AUSTIN (KXAN) — It is a common misconception that hurricanes, typhoons and tropical cyclones are all vastly different types of storm systems, but why is that? The answer is actually quite simple. The different names are entirely based on the region that the tropical system forms and exists in.
While each term refers to a tropical system in general, “hurricanes” and “typhoons” represent a specifically stronger type of tropical system. A “tropical cyclone” on the other hand is a much more overarching term used to refer to any type of tropical system.
According to NASA and NOAA, “A tropical cyclone is the generic term for a non-frontal synoptic scale low-pressure system over tropical or sub-tropical waters with organized convection (i.e. thunderstorm activity) and definite cyclonic surface wind circulation (Holland 1993).”

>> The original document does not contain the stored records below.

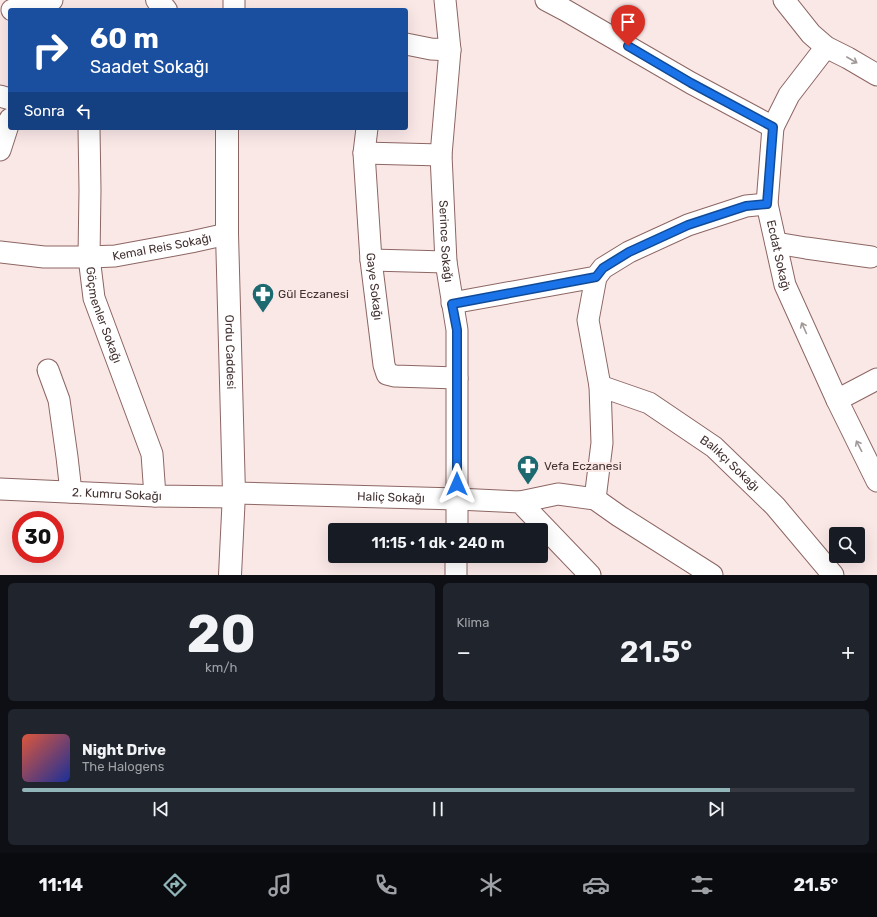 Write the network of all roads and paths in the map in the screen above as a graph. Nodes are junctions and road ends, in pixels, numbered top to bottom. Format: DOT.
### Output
graph roads {
  1 [pos="52,0"];
  2 [pos="157,0"];
  3 [pos="445,0"];
  4 [pos="546,0"];
  5 [pos="784,0"];
  6 [pos="19,8"];
  7 [pos="164,8"];
  8 [pos="408,44"];
  9 [pos="826,47"];
  10 [pos="450,50"];
  11 [pos="877,75"];
  12 [pos="8,125"];
  13 [pos="773,127"];
  14 [pos="89,130"];
  15 [pos="227,130"];
  16 [pos="367,130"];
  17 [pos="0,150"];
  18 [pos="364,153"];
  19 [pos="441,155"];
  20 [pos="767,204"];
  21 [pos="227,234"];
  22 [pos="776,243"];
  23 [pos="0,252"];
  24 [pos="89,257"];
  25 [pos="871,257"];
  26 [pos="370,260"];
  27 [pos="446,262"];
  28 [pos="596,277"];
  29 [pos="452,304"];
  30 [pos="48,370"];
  31 [pos="457,378"];
  32 [pos="877,379"];
  33 [pos="600,386"];
  34 [pos="837,400"];
  35 [pos="877,480"];
  36 [pos="0,489"];
  37 [pos="71,492"];
  38 [pos="234,495"];
  39 [pos="155,496"];
  40 [pos="595,498"];
  41 [pos="457,499"];
  42 [pos="520,502"];
  43 [pos="457,523"];
  44 [pos="456,563"];
  45 [pos="230,575"];
  46 [pos="456,575"];
  47 [pos="590,575"];
  48 [pos="712,575"];
  49 [pos="833,575"];
  1 -- 6 [label="street"];
  2 -- 7 [label="main road"];
  3 -- 10 [label="street, Serince Sokağı"];
  4 -- 13 [label="street"];
  5 -- 9 [label="street"];
  8 -- 10 [label="street"];
  9 -- 11 [label="street, one-way"];
  9 -- 13 [label="street"];
  10 -- 19 [label="street, Serince Sokağı"];
  12 -- 17 [label="street"];
  13 -- 20 [label="street, Ecdat Sokağı"];
  14 -- 24 [label="street, Göçmenler Sokağı"];
  15 -- 21 [label="main road, Ordu Caddesi"];
  16 -- 18 [label="street, Gaye Sokağı"];
  18 -- 19 [label="street"];
  18 -- 26 [label="street, Gaye Sokağı"];
  19 -- 27 [label="street, Serince Sokağı"];
  20 -- 22 [label="street, Ecdat Sokağı"];
  20 -- 28 [label="street"];
  21 -- 24 [label="street, Kemal Reis Sokağı"];
  21 -- 38 [label="main road, Ordu Caddesi"];
  22 -- 25 [label="street"];
  34 -- 22 [label="street, Ecdat Sokağı, one-way"];
  23 -- 24 [label="street, Kemal Reis Sokağı"];
  24 -- 39 [label="street, Göçmenler Sokağı"];
  26 -- 27 [label="street"];
  26 -- 31 [label="street, Gaye Sokağı"];
  27 -- 29 [label="street, Serince Sokağı"];
  28 -- 29 [label="street"];
  28 -- 33 [label="street"];
  29 -- 31 [label="street, Serince Sokağı"];
  30 -- 37 [label="street"];
  31 -- 41 [label="street, Serince Sokağı"];
  32 -- 34 [label="street"];
  33 -- 40 [label="street"];
  33 -- 49 [label="street, Balıkçı Sokağı"];
  35 -- 34 [label="street, Ecdat Sokağı, one-way"];
  36 -- 37 [label="street, 2. Kumru Sokağı"];
  37 -- 39 [label="street, 2. Kumru Sokağı"];
  38 -- 39 [label="street, 2. Kumru Sokağı"];
  38 -- 41 [label="street, Haliç Sokağı"];
  38 -- 45 [label="main road, Ordu Caddesi"];
  40 -- 42 [label="street, Haliç Sokağı"];
  40 -- 48 [label="street"];
  41 -- 42 [label="street, Haliç Sokağı"];
  41 -- 43 [label="street, Serince Sokağı"];
  42 -- 47 [label="street"];
  44 -- 46 [label="street"];
}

The term “tropical cyclone” is used to describe tropical systems in the Southwest Pacific Ocean as well as the entire Indian Ocean region. “Hurricane” is used in the North Atlantic Ocean, the Northeast Pacific Ocean and the South Pacific Ocean. “Typhoon” however, is used exclusively in the Northwest Pacific Ocean, west of the International Date Line.
Tropical cyclones that meet the criteria of hurricanes and typhoons can be referred to as “severe tropical cyclones” or “very severe cyclonic storms”. Despite the varying nomenclature, hurricanes, typhoons and tropical cyclones are all names for the same type of storm.